Majority of women seeking refuge turned away, survey shows
Around two-thirds of applications for refuge space by women fleeing domestic abuse are declined, according to the annual Domestic Abuse Report by Women’s Aid.
In total, 64.1% of 16,214 referrals recorded by the survey were turned down last year, with lack of space being given as the reason in a fifth of those cases, up from 17.1% in the previous audit.

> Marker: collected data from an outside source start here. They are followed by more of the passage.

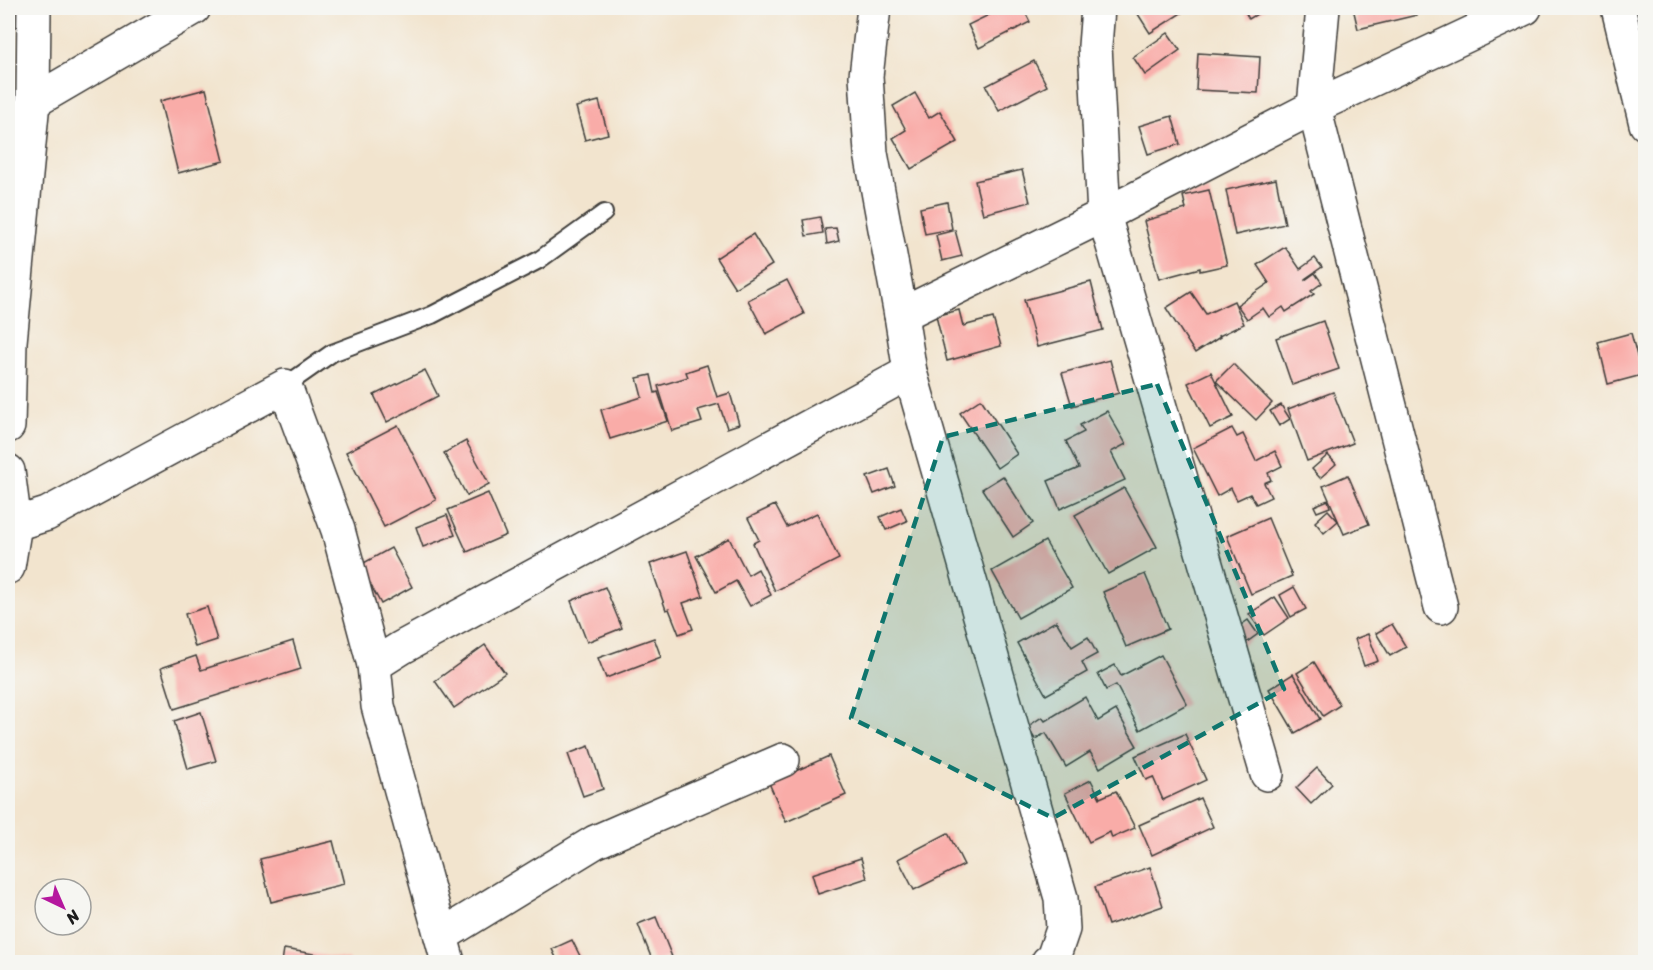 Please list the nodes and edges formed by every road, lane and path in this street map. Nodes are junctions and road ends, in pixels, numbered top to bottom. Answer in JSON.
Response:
{"nodes":[{"id":1,"x":34,"y":8,"type":"edge"},
{"id":2,"x":194,"y":8,"type":"edge"},
{"id":3,"x":874,"y":8,"type":"edge"},
{"id":4,"x":1098,"y":8,"type":"edge"},
{"id":5,"x":1323,"y":8,"type":"edge"},
{"id":6,"x":1525,"y":8,"type":"edge"},
{"id":7,"x":1618,"y":8,"type":"edge"},
{"id":8,"x":20,"y":107,"type":"edge"},
{"id":9,"x":1314,"y":107,"type":"junction"},
{"id":10,"x":1646,"y":124,"type":"edge"},
{"id":11,"x":604,"y":213,"type":"dead end"},
{"id":12,"x":1104,"y":215,"type":"junction"},
{"id":13,"x":901,"y":315,"type":"junction"},
{"id":14,"x":910,"y":372,"type":"junction"},
{"id":15,"x":285,"y":386,"type":"junction"},
{"id":16,"x":8,"y":426,"type":"edge"},
{"id":17,"x":8,"y":471,"type":"edge"},
{"id":18,"x":10,"y":547,"type":"edge"},
{"id":19,"x":1441,"y":607,"type":"dead end"},
{"id":20,"x":374,"y":665,"type":"junction"},
{"id":21,"x":783,"y":759,"type":"dead end"},
{"id":22,"x":1267,"y":774,"type":"dead end"},
{"id":23,"x":444,"y":949,"type":"edge"},
{"id":24,"x":1048,"y":963,"type":"edge"}],
"edges":[{"from":1,"to":8,"type":"street"},
{"from":2,"to":8,"type":"street"},
{"from":3,"to":13,"type":"street"},
{"from":4,"to":12,"type":"street"},
{"from":5,"to":9,"type":"street"},
{"from":6,"to":9,"type":"street"},
{"from":7,"to":10,"type":"street"},
{"from":8,"to":16,"type":"street"},
{"from":9,"to":12,"type":"street"},
{"from":9,"to":19,"type":"street"},
{"from":11,"to":15,"type":"lane"},
{"from":12,"to":13,"type":"street"},
{"from":12,"to":22,"type":"street"},
{"from":13,"to":14,"type":"street"},
{"from":14,"to":20,"type":"street"},
{"from":14,"to":24,"type":"street"},
{"from":15,"to":18,"type":"street"},
{"from":15,"to":20,"type":"street"},
{"from":17,"to":18,"type":"street"},
{"from":20,"to":23,"type":"street"},
{"from":21,"to":23,"type":"street"}]}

Furthermore, high demand was cited by 18.9% of the report’s respondents as the most challenging issue their service had faced in the previous financial year. “They described the difficulty of trying to cope with high numbers of referrals in a time of reduced financial resources … the challenge of ‘demand versus capacity’,” the audit’s authors wrote.
High demand leads to:
• overloaded staff, dealing with a high level of referrals without enough staff;
• domestic abuse survivors being turned away from refuges, and referred to community-based services, due to lack of space; and
• long waits for some community-based services, with one respondent describing the three-month waiting list as challenging.
Government spending on domestic abuse services falls short of the £393m Women’s Aid calculates the sector needs each year to run specialist services across England.
“Compared to the government’s own estimated £66bn cost to society of domestic abuse, £393m is excellent value for the savings that will be made, both financially and, most
vitally, in terms of women and children’s lives,” the audit stated.
■ Separately, affordable housing provider Irwell Valley Homes is making a property available in Bury for women and their children escaping domestic abuse, the This is Lancashire news portal reported mid-February. A maximum of one woman and two families can be housed there at any one time, via referral from Bury Council’s housing department.